É comum dizê-lo, como será em todos os países, que o underground metaleiro nacional tem evoluído muito. Mas quem está familiarizado com a cena heavy portuguesa sabe que depois dos picos de intensidade no início dos anos 90 e alguns apontamentos esporádicos na década seguinte, os grandes discos de música extrema portuguesa não surgiam num fluxo constante. Felizmente, na última década, as coisas mudaram e há cada vez mais bandas e lançamentos com padrões bem elevados na composição, na atitude e nos aspectos sónicos, seja nas proezas instrumentais ou no enorme salto nos valores de produção que advieram da democratização das ferramentas de gravação.

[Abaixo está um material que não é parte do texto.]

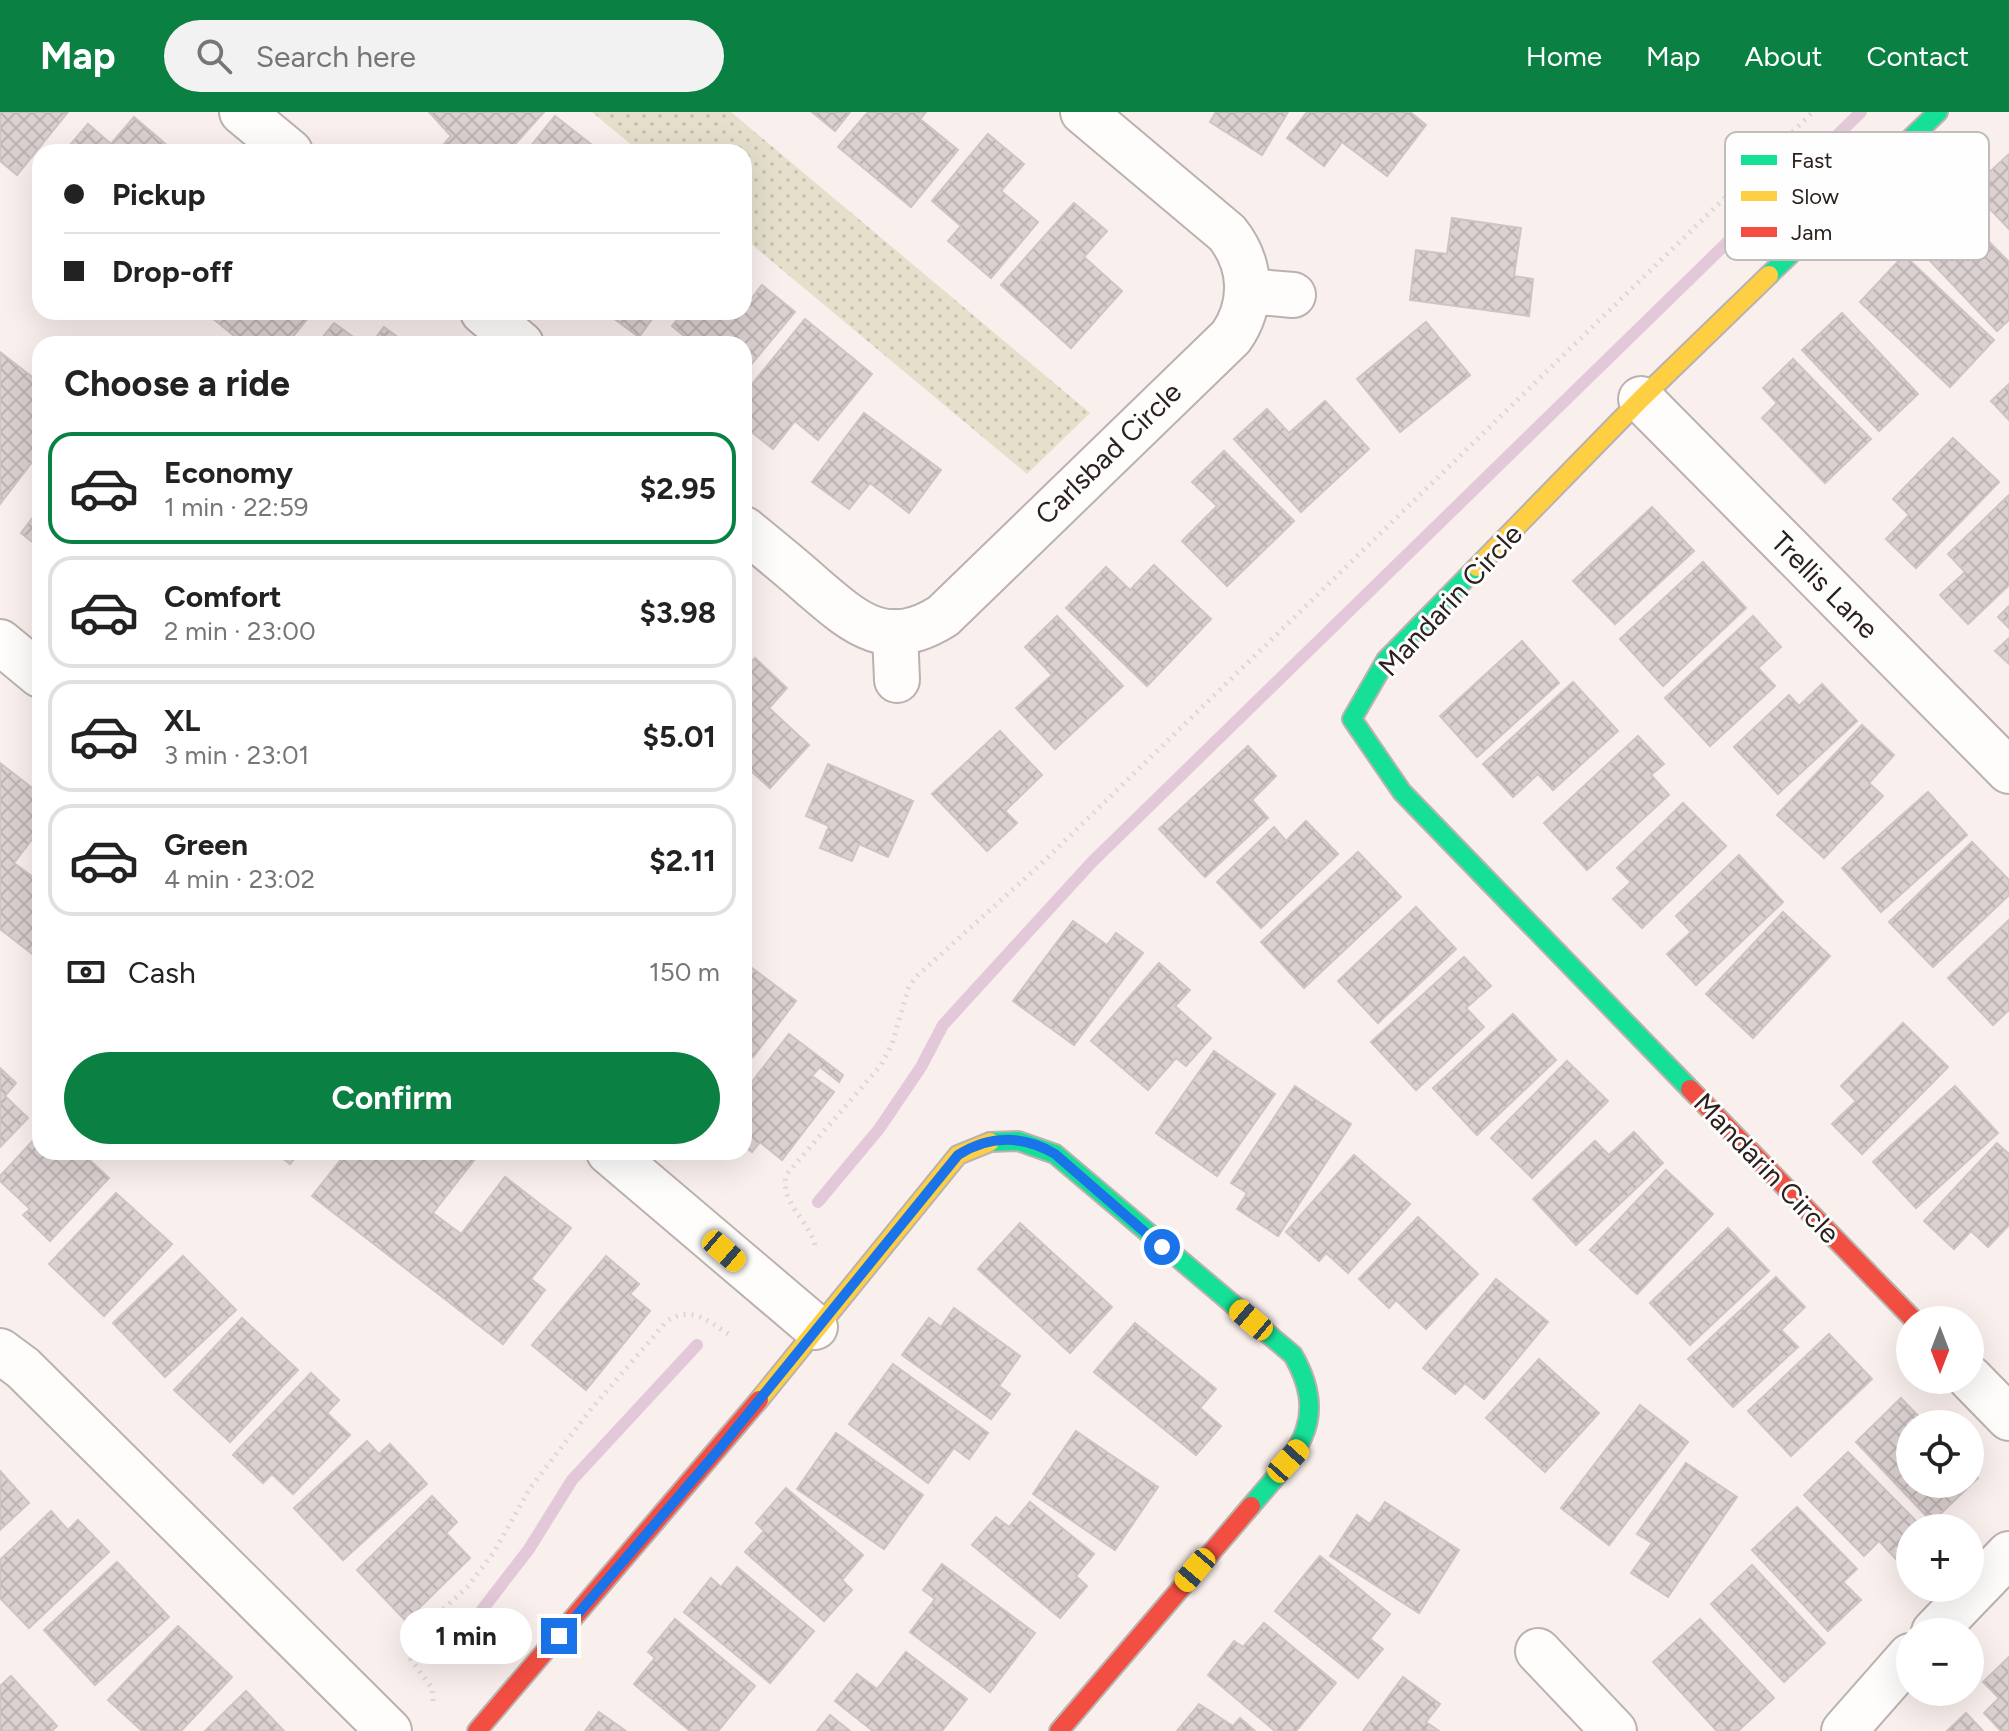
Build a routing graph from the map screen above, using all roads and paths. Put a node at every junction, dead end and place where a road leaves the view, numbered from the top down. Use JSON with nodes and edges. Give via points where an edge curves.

Ainda assim, o metal continua a ser um género bastante guetizado em Portugal e há discos que passam despercebidos aos mais desatentos, quando deveriam ser alvos dos maiores louvores. É isso que pretendemos nesta rubrica. Podem consultar a primeira colheita (aqui), a segunda (aqui), a terceira (aqui), a quarta (aqui) e a quinta (aqui). Depois de um sexto volume e sétimo volumes, nos quais regressámos às profundezas do metal mais pesado, no oitavo volume viajámos esquizofrénicos entre o groove, o crust e o vil d-beat. Desta feita, recuamos no tempo, até à primeira metade da década de 90, quando a descendência dos boomers portugueses criou uma forte cena underground em Odivelas.
Há violinos e um forte demarcação do death doom originado pelo Triunvirato da Peaceville, mas a sonoridade dos Exhausted devia muito mais à discografia dos Dead Can Dance, quer o período pós-punk, quer as posteriores incursões pela arquitectura musical da Europa medieval, a polirritmia africana ou os arabescos do Médio Oriente. “Overflowing Forest”, a desenvolta intro, “Falling Sparrow”, “The White Winter” e “Flames Of Dearly” são uma colecção de temas que denotam extrema ambição na composição; o recurso a vozes femininas através de sofisticadas linhas vocais, em detrimento do simples contraste gutural/soprano; boas dinâmicas entre o acústico e a distorção, entre a suavidade e o peso, as luzes e as sombras. Muitos dos músicos que faziam parte da formação eram bastante jovens aquando da gravação desta demo tape que, quiçá por essa falta de rodagem, não está imaculada de falhas na sua execução. Mas por tudo aquilo que “Frozen Embrace” prometia, é uma pena que as coisas tenham ficado por aqui…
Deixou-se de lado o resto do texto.